目前,麻栎常见的种植方式为播种造林和植苗造林。组织培养技术是一种快速无性繁殖技术,选择麻栎优良家系或者无性系为材料,通过组织培养方法繁殖苗木,既可以满足生产上的数量要求,又可保持母本性状。然而在组培过程中,常常出现生根率低、生根不统一、根系数量少以及根系不粗壮的问题。
发明内容
本发明的目的在于提供一种能提高麻栎组培苗的生根率,根系数量以及根系萌发整齐度的麻栎组培苗生根诱导方法。
为了实现上述发明目的,本发明的技术方案如下:
一种麻栎组培苗生根诱导方法,选取增殖继代麻栎小苗,先进行预生根培养,然后再进行生根培养,置于适宜环境中培养,获得带根组培苗,主要操作步骤如下:
(1)取材:选取经常规组培中壮芽培养35~40d的麻栎继代芽,消毒瓶子外表后,在超净工作台上的无菌空间内,选取继代芽丛中生长健壮、高度1~2cm的单芽,于节下2~3mm处剪切,清除基部叶片和叶柄,备用;
(2)预生根培养:将步骤(1)修剪后的单芽接种于预生根培养基中,在特定的光温环境中进行预生根培养;
(3)生根培养:待步骤(2)中的单芽经过30~35d预生根培养后,将单芽转接入生根培养基,在特定的光温环境中进行生根培养。
以上所述的预生根培养基其原料含量为:1/2改良MS培养基+NAA 1.0~2.0mg/L+维生素C6g/L++VC 15mg/L+蔗糖25g/L+琼脂5.0g/L。
以上所述的生根培养基其原料含量为:1/2改良MS培养基+IAA 1.0~2.0mg/L+ABT1#0.5~2.0 mg/L+蔗糖25g/L+琼脂5.0g/L。

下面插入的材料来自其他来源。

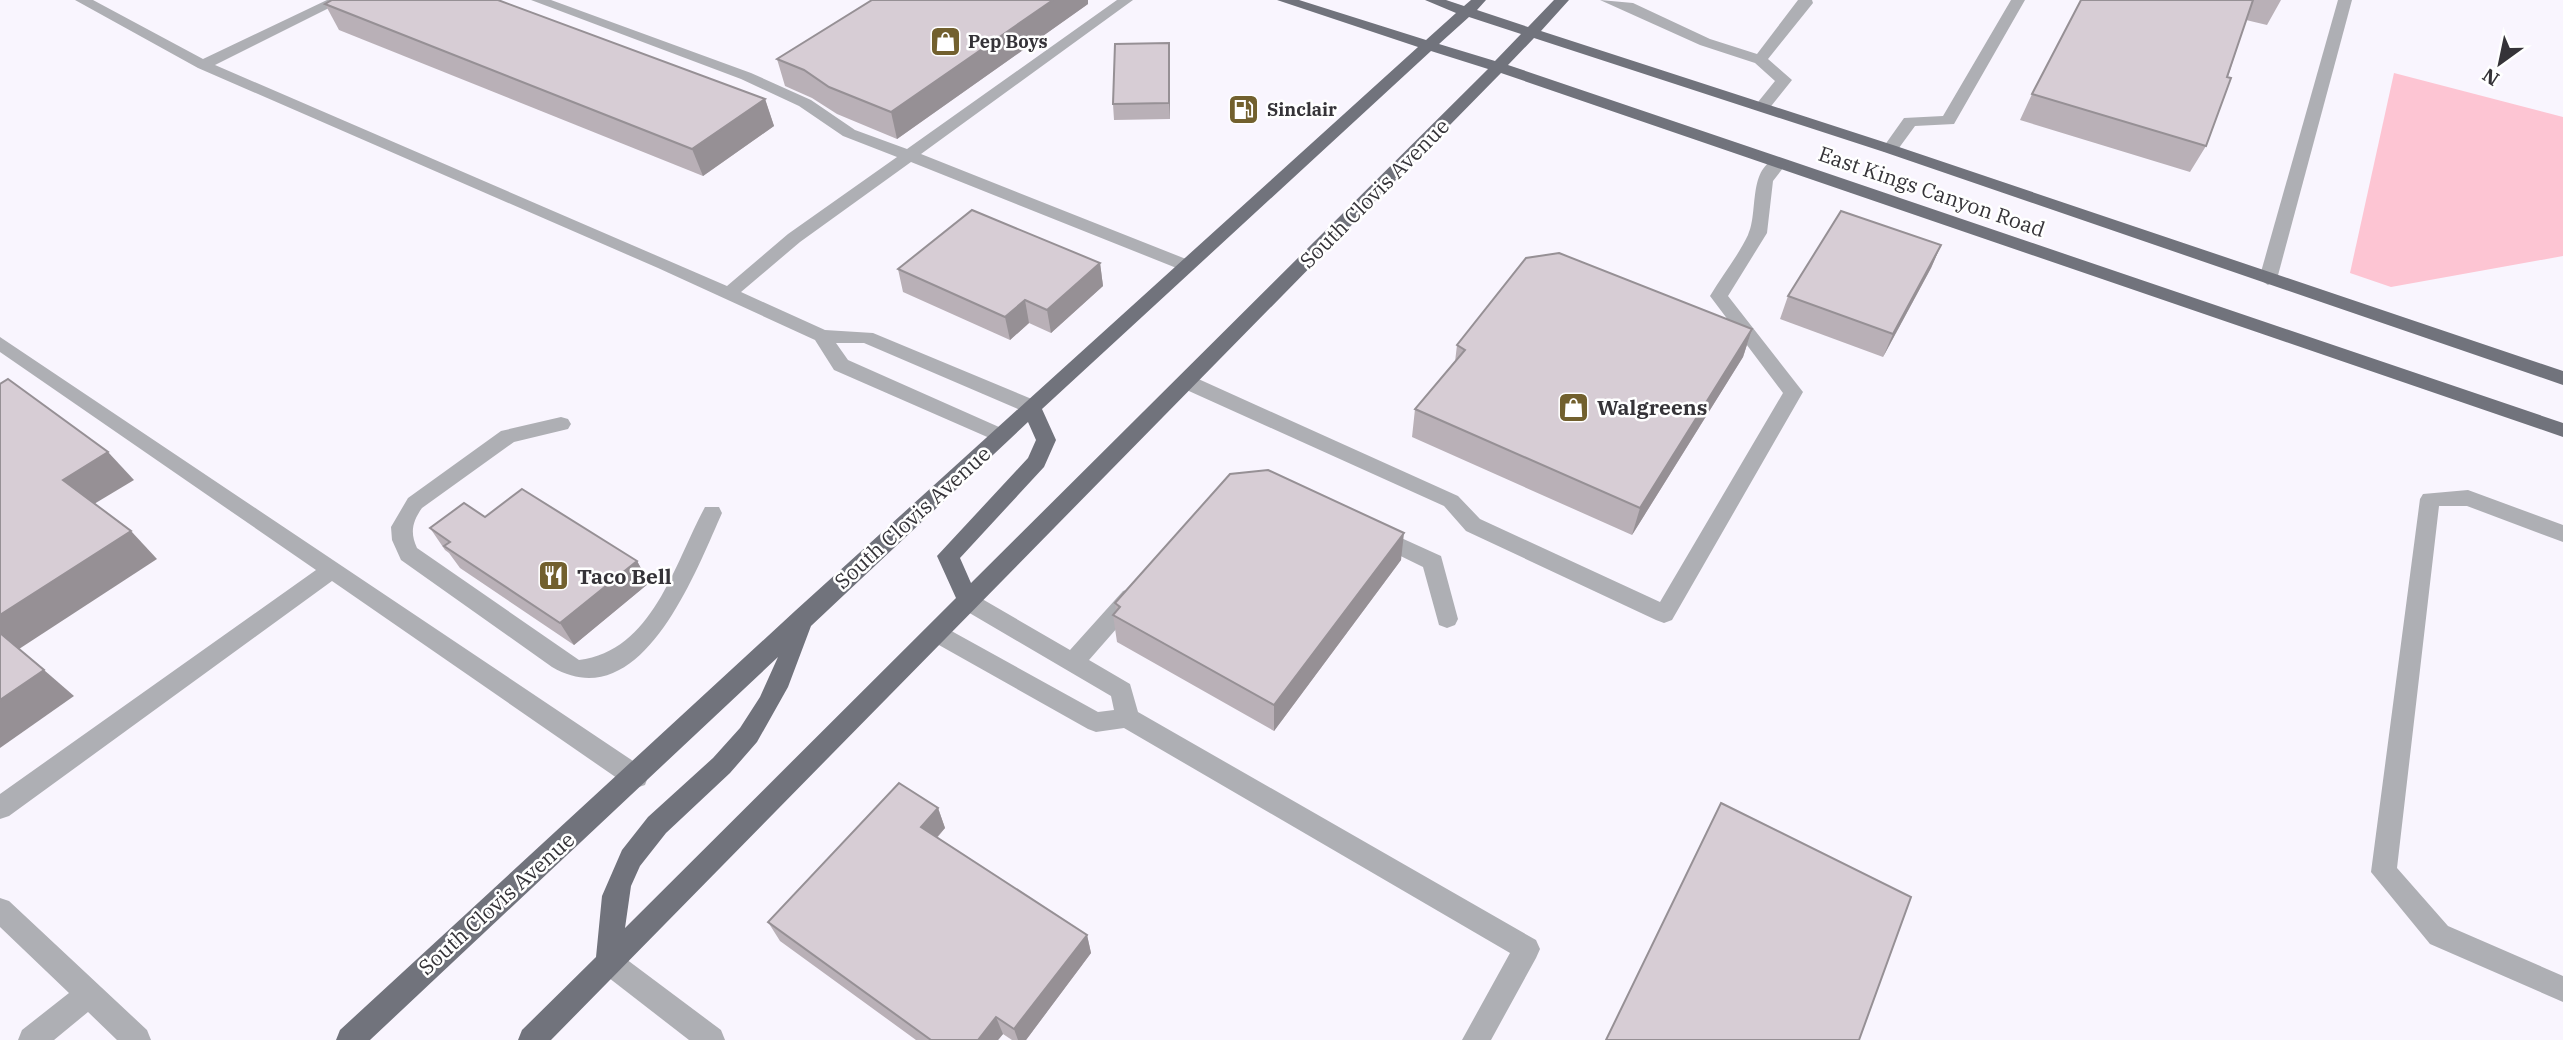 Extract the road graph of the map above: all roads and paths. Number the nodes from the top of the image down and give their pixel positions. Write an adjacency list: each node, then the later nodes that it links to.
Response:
1 (82, 0): 16 (street)
2 (338, 0): 16 (street)
3 (538, 0): 20 (street)
4 (1126, 0): 20 (street)
5 (1284, 0): 14 (main road, East Kings Canyon Road)
6 (1432, 0): 12 (main road, East Kings Canyon Road)
7 (1562, 0): 13 (main road, South Clovis Avenue)
8 (1607, 0): 15 (street)
9 (1805, 0): 15 (street)
10 (2018, 0): 19 (street)
11 (2345, 0): 23 (street)
12 (1472, 5): 13 (main road, East Kings Canyon Road); 14 (main road, South Clovis Avenue)
13 (1533, 32): 17 (main road, South Clovis Avenue); 18 (main road, East Kings Canyon Road)
14 (1427, 43): 17 (main road, East Kings Canyon Road); 22 (main road, South Clovis Avenue)
15 (1760, 60): 18 (street)
16 (203, 65): 24 (street)
17 (1499, 67): 21 (main road, East Kings Canyon Road); 28 (main road, South Clovis Avenue)
18 (1762, 107): 19 (main road, East Kings Canyon Road)
19 (1890, 149): 23 (main road, East Kings Canyon Road)
20 (907, 157): 22 (street); 24 (street)
21 (1779, 163): 28 (street); 31 (main road, East Kings Canyon Road)
22 (1185, 265): 29 (main road, South Clovis Avenue)
23 (2268, 279): 27 (main road, East Kings Canyon Road)
24 (729, 293): 25 (street)
25 (822, 337): 29 (street); 32 (street)
26 (0, 344): 36 (street)
27 (2563, 378)
28 (1187, 382): 38 (main road, South Clovis Avenue)
29 (1032, 407): 32 (main road, South Clovis Avenue); 38 (main road)
30 (561, 424): 33 (street)
31 (2563, 430)
32 (1001, 436): 39 (main road, South Clovis Avenue)
33 (712, 513)
34 (1361, 528): 40 (street)
35 (2563, 534): 48 (street)
36 (331, 570): 44 (street); 45 (street)
37 (1144, 583): 42 (street)
38 (969, 602): 41 (main road, South Clovis Avenue); 42 (street)
39 (804, 615): 44 (main road, South Clovis Avenue); 47 (main road)
40 (1447, 619)
41 (938, 634): 43 (street); 47 (main road, South Clovis Avenue)
42 (1073, 662): 43 (street)
43 (1127, 718): 55 (street)
44 (636, 777): 52 (main road, South Clovis Avenue)
45 (0, 808)
46 (0, 910): 49 (street)
47 (610, 962): 53 (main road, South Clovis Avenue); 54 (street)
48 (2563, 989)
49 (88, 995): 50 (street); 51 (street)
50 (33, 1040)
51 (137, 1040)
52 (349, 1040)
53 (532, 1040)
54 (710, 1040)
55 (1476, 1040) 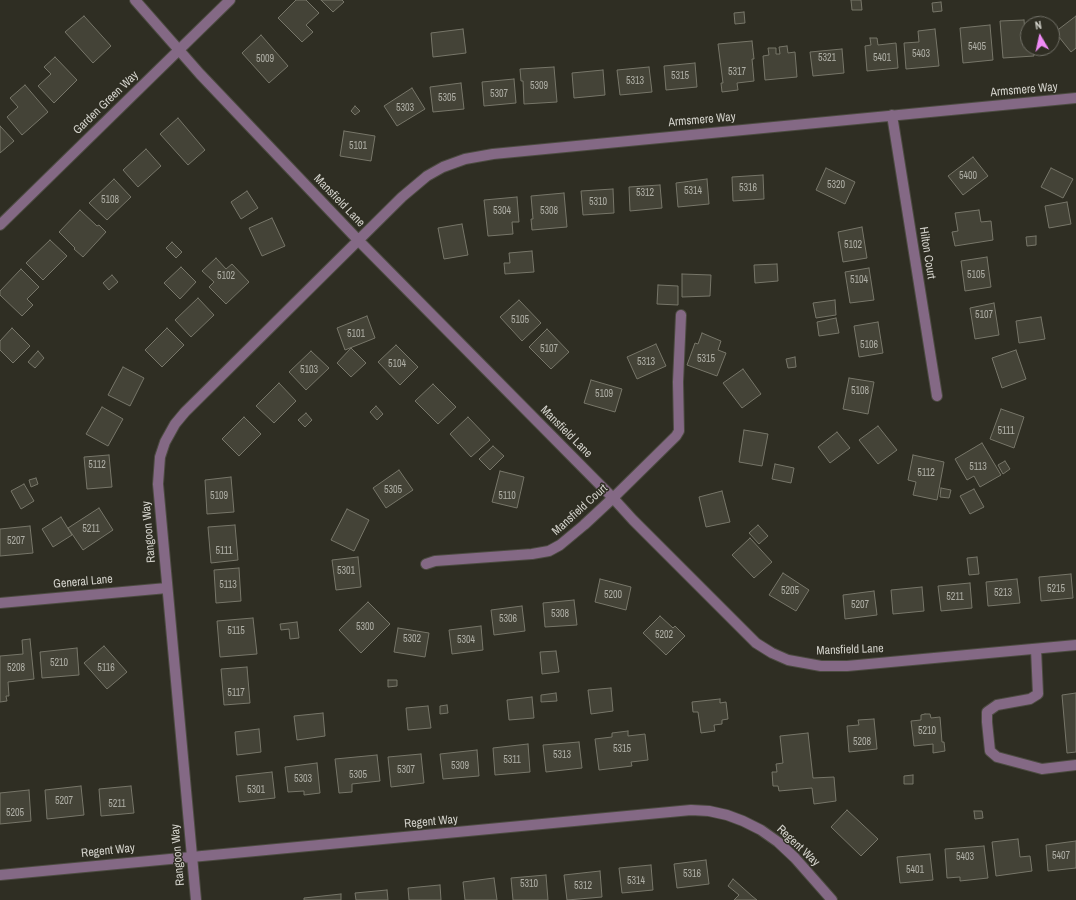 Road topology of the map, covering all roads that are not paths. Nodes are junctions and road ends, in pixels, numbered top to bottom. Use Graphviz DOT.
graph roads {
  1 [pos="135,0"];
  2 [pos="230,0"];
  3 [pos="179,50"];
  4 [pos="1076,98"];
  5 [pos="892,115"];
  6 [pos="0,225"];
  7 [pos="358,240"];
  8 [pos="681,315"];
  9 [pos="937,396"];
  10 [pos="613,498"];
  11 [pos="426,564"];
  12 [pos="168,588"];
  13 [pos="0,603"];
  14 [pos="1076,645"];
  15 [pos="1036,649"];
  16 [pos="1076,765"];
  17 [pos="192,856"];
  18 [pos="0,875"];
  19 [pos="196,900"];
  20 [pos="832,900"];
  1 -- 3 [label="street, Mansfield Lane"];
  2 -- 3 [label="street, Garden Green Way"];
  3 -- 6 [label="street, Garden Green Way"];
  3 -- 7 [label="street, Mansfield Lane"];
  4 -- 5 [label="street, Armsmere Way"];
  5 -- 7 [label="street, Armsmere Way"];
  5 -- 9 [label="street, Hilton Court"];
  7 -- 10 [label="street, Mansfield Lane"];
  7 -- 12 [label="street, Rangoon Way"];
  8 -- 10 [label="street, Mansfield Court"];
  10 -- 11 [label="street, Mansfield Court"];
  10 -- 15 [label="street, Mansfield Lane"];
  12 -- 13 [label="street, General Lane"];
  12 -- 17 [label="street, Rangoon Way"];
  14 -- 15 [label="street, Mansfield Lane"];
  15 -- 16 [label="street"];
  17 -- 18 [label="street, Regent Way"];
  17 -- 19 [label="street, Rangoon Way"];
  17 -- 20 [label="street, Regent Way"];
} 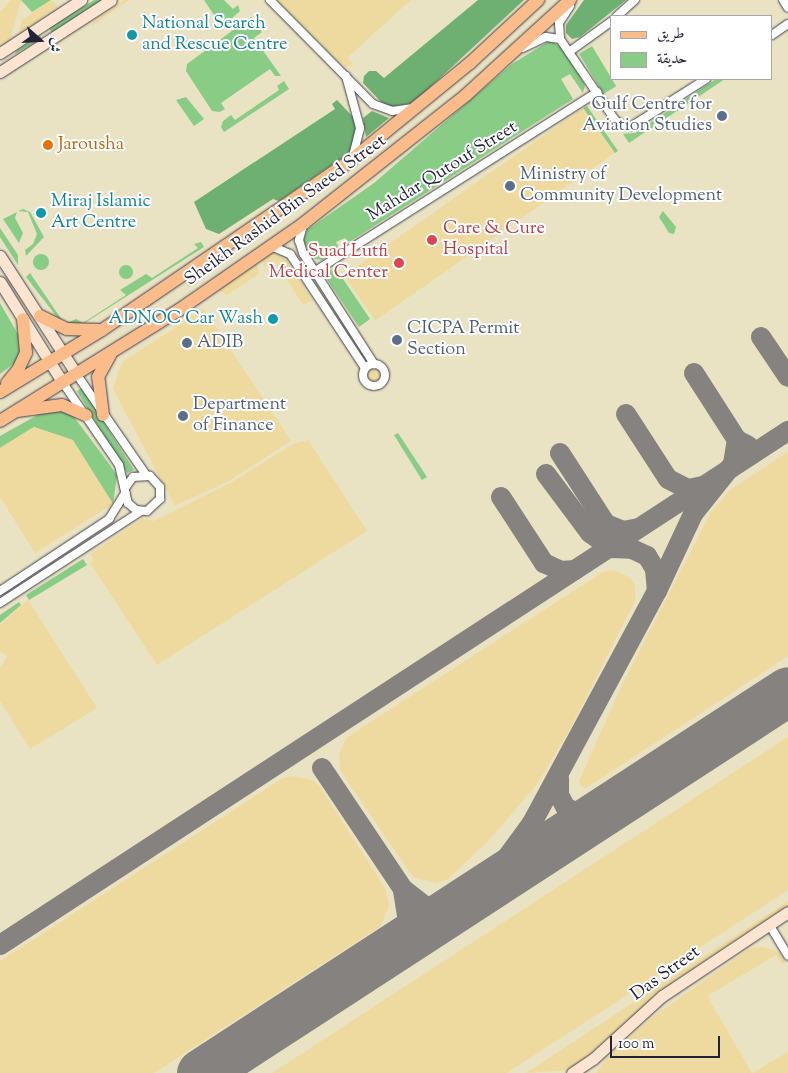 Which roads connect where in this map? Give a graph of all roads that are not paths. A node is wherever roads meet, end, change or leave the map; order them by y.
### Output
1 (81, 0) edge
2 (111, 0) edge
3 (270, 0) edge
4 (538, 0) edge
5 (570, 0) edge
6 (574, 0) edge
7 (635, 0) edge
8 (783, 0) edge
9 (788, 8) edge
10 (618, 15) edge
11 (610, 22) edge
12 (788, 24) edge
13 (773, 34) edge
14 (560, 39) junction
15 (12, 45) junction
16 (569, 52) junction
17 (0, 53) edge
18 (513, 53) junction
19 (22, 57) junction
20 (0, 72) edge
21 (346, 76) junction
22 (704, 80) edge
23 (597, 92) junction
24 (415, 108) junction
25 (351, 160) junction
26 (304, 223) junction
27 (269, 246) junction
28 (0, 256) edge
29 (315, 272) junction
30 (306, 277) junction
31 (0, 282) edge
32 (40, 316) junction
33 (23, 319) junction
34 (102, 330) junction
35 (355, 334) junction
36 (346, 339) junction
37 (113, 351) junction
38 (64, 352) junction
39 (49, 361) junction
40 (374, 364) junction
41 (365, 368) junction
42 (75, 372) junction
43 (61, 380) junction
44 (0, 391) edge
45 (12, 412) junction
46 (86, 415) junction
47 (103, 416) junction
48 (0, 420) edge
49 (146, 475) junction
50 (125, 491) junction
51 (141, 511) junction
52 (0, 591) edge
53 (0, 603) edge
54 (788, 912) edge
55 (788, 918) edge
56 (772, 929) junction
57 (788, 956) edge
58 (572, 1073) edge
59 (588, 1073) edge

1 - 15 street
2 - 19 street
3 - 21 street
4 - 24 main road, Sheikh Rashid Bin Saeed Street
5 - 18 main road, Sheikh Rashid Bin Saeed Street
6 - 14 street
7 - 10 street
8 - 9 street
11 - 16 street
12 - 13 street
14 - 16 street
14 - 18 street
15 - 17 street
15 - 19 street
16 - 23 street
18 - 26 main road, Sheikh Rashid Bin Saeed Street
19 - 20 street
21 - 24 street
21 - 25 street
22 - 23 street
23 - 29 street, Mahdar Qutouf Street
24 - 25 main road, Sheikh Rashid Bin Saeed Street
25 - 34 main road, Sheikh Rashid Bin Saeed Street
26 - 27 main road, Sheikh Rashid Bin Saeed Street
26 - 29 street
27 - 30 street
27 - 37 main road, Sheikh Rashid Bin Saeed Street
28 - 32 street
29 - 30 street, Mahdar Qutouf Street
29 - 35 street
30 - 36 street
31 - 33 street
32 - 34 main road
32 - 38 street
33 - 39 street
33 - 44 main road
34 - 38 main road, Sheikh Rashid Bin Saeed Street
35 - 36 street
35 - 40 street
36 - 41 street
37 - 42 main road, Sheikh Rashid Bin Saeed Street
37 - 47 main road
38 - 39 main road, Sheikh Rashid Bin Saeed Street
38 - 42 street
39 - 43 street
39 - 44 main road, Sheikh Rashid Bin Saeed Street
40 - 41 street
40 - 41 street
42 - 43 main road, Sheikh Rashid Bin Saeed Street
42 - 47 street
43 - 45 main road, Sheikh Rashid Bin Saeed Street
43 - 46 street
45 - 46 main road
45 - 48 main road, Sheikh Rashid Bin Saeed Street
46 - 50 street
47 - 49 street
49 - 50 street
49 - 51 street
50 - 51 street
50 - 52 street
51 - 53 street
54 - 58 street, Das Street
55 - 56 street, Das Street
56 - 57 street
56 - 59 street, Das Street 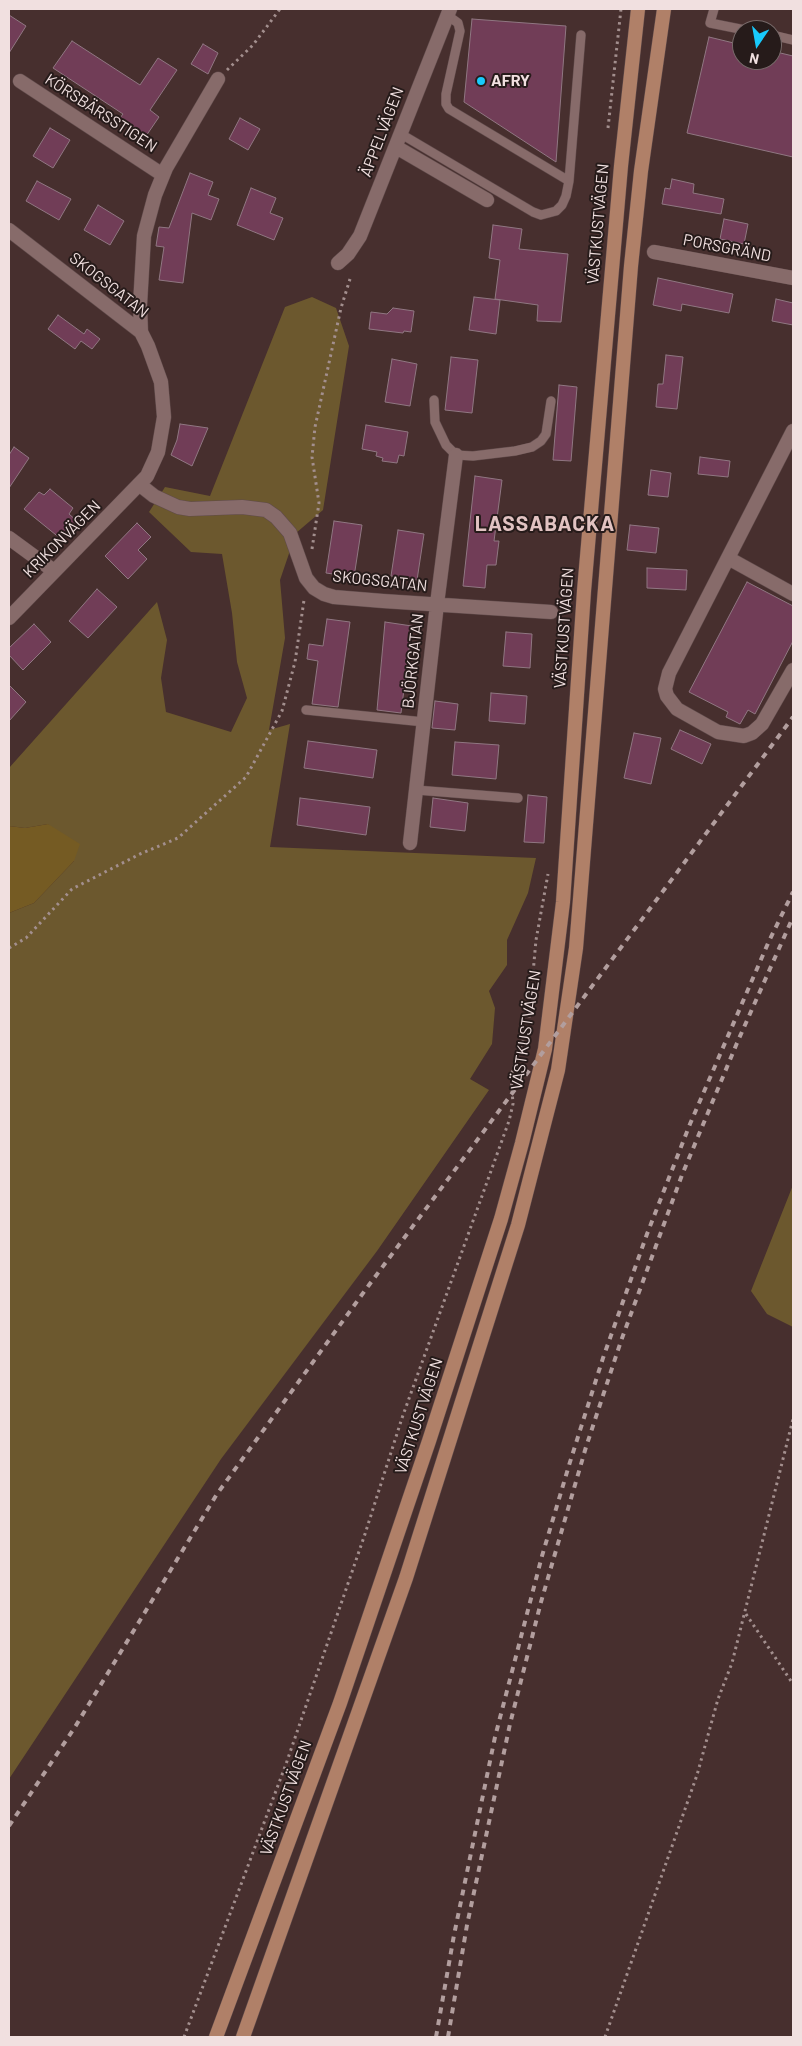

以上所述的改良MS培养基的基本组成为:KNO3 950 mg/L;NH4NO3 790 mg/L;CaCl2·2H2O 260 mg/L;MgSO4·7H2O 395 mg/L;Ca(NO3)2·4H2O 600 mg/L;KH2PO4 320 mg/L;MnSO4·H2O 22.3 mg/L;ZnSO4·7H2O 8.6 mg/L;CuSO4·5H2O 0.025 mg/L;H3BO3 6.2 mg/L;Na2MoO4·2H2O 0.025 mg/L;KI 0.83 mg/L;CoCl2·6H2O 0.025 mg/L;维生素B1 1.0 mg/L;维生素B6 0.5 mg/L;烟酸 0.5 mg/L;甘氨酸 2.0 mg/L;肌醇 90 mg/L。
以上步骤(2)和步骤(3)所述的光温环境为:温度20±1℃,湿度40~45%,光照强度2000~2500lux,光照15~16h/d。
本发明具有的优点及有益效果如下:
1、本发明采用1/2改良MS培养基作为基本培养基,同时重点调整了与麻栎生根的相关的微量元素和有机成分,使得培养基更科学,更有针对性,更易促使麻栎继代芽生根,效果显著。
2、本发明在生根诱导前采用低浓度NAA和抗坏血酸(VC)对继代单芽进行预生根培养,然后再进行生根培养,可使组培苗发根统一,发根速度快,根系粗壮且数量较多。
3、本发明在增殖继代单芽经过30~35d时间预生根培养后转入生根培养,即可达到预生根培养效果,又避免了小苗在预生根培养阶段长出根系而使后期生根培养发根不整齐。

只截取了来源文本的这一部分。